(CN) - Though his associate was acquitted of murder, a Minnesota man was still properly convicted of aiding and abetting, a state appeals court ruled.
Adaiah Townsend bought a gun from Damin Shufford but loaned it back because Shufford wanted to rob someone. The gun was not loaded.
Later that day, Shufford gave the gun back, stating that the robbery went bad and he had "to slump the guy."
Shufford showed the victim's body to Townsend and two others, one of whom distributed the victim's money among the foursome.
Two months later, Townsend had the gun when police stopped a car in which he was a passenger.
After police identified his gun as the murder weapon, Townsend was charged with aiding and abetting robbery and murder.
Townsend agreed to plead guilty to aiding and abetting an offender after the fact. He also agreed to testify against Shufford.
However, the jury found Shufford not guilty of murder.
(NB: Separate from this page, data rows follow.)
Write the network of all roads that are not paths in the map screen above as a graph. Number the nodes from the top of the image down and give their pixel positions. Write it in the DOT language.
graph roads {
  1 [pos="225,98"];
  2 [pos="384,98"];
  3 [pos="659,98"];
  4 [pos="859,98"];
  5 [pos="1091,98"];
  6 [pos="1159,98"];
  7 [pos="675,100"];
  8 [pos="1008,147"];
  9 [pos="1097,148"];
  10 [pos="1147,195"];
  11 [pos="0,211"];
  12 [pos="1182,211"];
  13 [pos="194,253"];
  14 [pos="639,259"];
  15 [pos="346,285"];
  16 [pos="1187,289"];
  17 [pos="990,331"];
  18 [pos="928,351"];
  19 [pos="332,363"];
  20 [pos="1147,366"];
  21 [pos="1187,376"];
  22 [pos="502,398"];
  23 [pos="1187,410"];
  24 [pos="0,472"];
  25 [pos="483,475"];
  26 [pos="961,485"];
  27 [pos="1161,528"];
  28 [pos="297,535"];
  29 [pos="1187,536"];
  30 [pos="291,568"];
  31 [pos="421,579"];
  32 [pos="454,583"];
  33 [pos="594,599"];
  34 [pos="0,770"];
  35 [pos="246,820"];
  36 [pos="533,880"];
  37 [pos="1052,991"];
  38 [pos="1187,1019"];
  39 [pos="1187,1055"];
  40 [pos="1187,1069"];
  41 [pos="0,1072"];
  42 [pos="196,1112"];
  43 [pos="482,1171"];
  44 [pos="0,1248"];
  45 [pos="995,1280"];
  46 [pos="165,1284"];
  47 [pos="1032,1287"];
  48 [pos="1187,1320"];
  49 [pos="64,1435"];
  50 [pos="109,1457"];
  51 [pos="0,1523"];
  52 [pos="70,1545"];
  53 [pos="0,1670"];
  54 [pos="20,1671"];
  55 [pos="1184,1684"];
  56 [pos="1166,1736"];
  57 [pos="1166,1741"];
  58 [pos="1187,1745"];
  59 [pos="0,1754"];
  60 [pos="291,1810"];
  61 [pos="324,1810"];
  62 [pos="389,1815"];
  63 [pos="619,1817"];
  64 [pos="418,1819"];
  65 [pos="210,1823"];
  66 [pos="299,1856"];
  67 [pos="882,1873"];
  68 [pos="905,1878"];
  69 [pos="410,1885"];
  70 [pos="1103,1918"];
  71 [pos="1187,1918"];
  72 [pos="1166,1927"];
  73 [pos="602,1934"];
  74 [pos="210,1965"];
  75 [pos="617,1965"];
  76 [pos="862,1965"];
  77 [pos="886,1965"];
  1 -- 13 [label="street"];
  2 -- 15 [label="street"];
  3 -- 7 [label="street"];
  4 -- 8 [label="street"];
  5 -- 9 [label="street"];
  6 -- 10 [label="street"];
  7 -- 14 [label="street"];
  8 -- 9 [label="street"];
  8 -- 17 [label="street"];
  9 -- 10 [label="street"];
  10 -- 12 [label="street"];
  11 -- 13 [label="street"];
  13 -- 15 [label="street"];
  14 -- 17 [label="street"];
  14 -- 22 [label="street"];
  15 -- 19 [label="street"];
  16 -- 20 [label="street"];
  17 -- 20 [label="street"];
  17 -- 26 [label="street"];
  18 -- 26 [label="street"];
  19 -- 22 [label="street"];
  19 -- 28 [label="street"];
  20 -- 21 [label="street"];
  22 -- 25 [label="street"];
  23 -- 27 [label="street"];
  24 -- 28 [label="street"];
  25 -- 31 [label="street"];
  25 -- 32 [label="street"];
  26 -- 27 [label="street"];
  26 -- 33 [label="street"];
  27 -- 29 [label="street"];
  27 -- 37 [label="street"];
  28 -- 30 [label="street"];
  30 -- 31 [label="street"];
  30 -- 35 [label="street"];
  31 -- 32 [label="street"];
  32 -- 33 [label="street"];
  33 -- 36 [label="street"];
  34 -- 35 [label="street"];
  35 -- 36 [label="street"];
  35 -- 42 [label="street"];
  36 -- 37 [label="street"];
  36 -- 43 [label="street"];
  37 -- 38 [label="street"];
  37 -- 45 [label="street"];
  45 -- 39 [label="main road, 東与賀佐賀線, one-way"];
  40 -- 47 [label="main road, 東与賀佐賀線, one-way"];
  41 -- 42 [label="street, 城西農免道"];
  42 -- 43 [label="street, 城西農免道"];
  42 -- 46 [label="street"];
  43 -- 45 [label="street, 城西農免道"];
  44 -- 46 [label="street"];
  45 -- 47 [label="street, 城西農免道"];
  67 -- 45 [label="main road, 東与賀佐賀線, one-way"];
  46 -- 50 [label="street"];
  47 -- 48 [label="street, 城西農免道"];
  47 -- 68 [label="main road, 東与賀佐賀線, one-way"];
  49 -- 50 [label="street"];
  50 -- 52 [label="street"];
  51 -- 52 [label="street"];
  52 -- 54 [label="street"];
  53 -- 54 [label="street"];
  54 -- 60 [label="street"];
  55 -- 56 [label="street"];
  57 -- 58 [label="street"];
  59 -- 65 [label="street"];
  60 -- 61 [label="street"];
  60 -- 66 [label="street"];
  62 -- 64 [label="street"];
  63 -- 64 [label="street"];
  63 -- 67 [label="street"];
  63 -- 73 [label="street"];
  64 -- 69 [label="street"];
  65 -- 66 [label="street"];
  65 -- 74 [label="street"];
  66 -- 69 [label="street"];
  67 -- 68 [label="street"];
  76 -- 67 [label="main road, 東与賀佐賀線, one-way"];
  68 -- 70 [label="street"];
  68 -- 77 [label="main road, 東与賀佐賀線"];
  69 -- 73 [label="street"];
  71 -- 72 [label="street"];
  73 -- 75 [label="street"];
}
The trial court refused to allow Townsend to withdraw his guilty plea, so he was sent to prison for 74 months.
Townsend appealed, but the Minnesota Court of Appeals upheld his conviction in a opinion written by Judge Roger M. Klaphake.
Klaphake disagreed with Townsend's argument that he could not have known a crime was committed if Shufford was acquitted of murder.
"The plain language of the statute does not require conviction of a criminal act; rather, a person must commit a criminal act," Klaphake wrote.
He added that Townsend admitted facts "that described the commission of first-degree murder by Shufford and demonstrated that Townsend had reason to know that Shufford had committed the crime."
Klaphake noted that different juries can reach different results.
"While it may seem unfair for Townsend to suffer a penalty greater than Shufford, it is also within the power of a jury to find Townsend not credible or to exercise lenity toward a defendant," he wrote.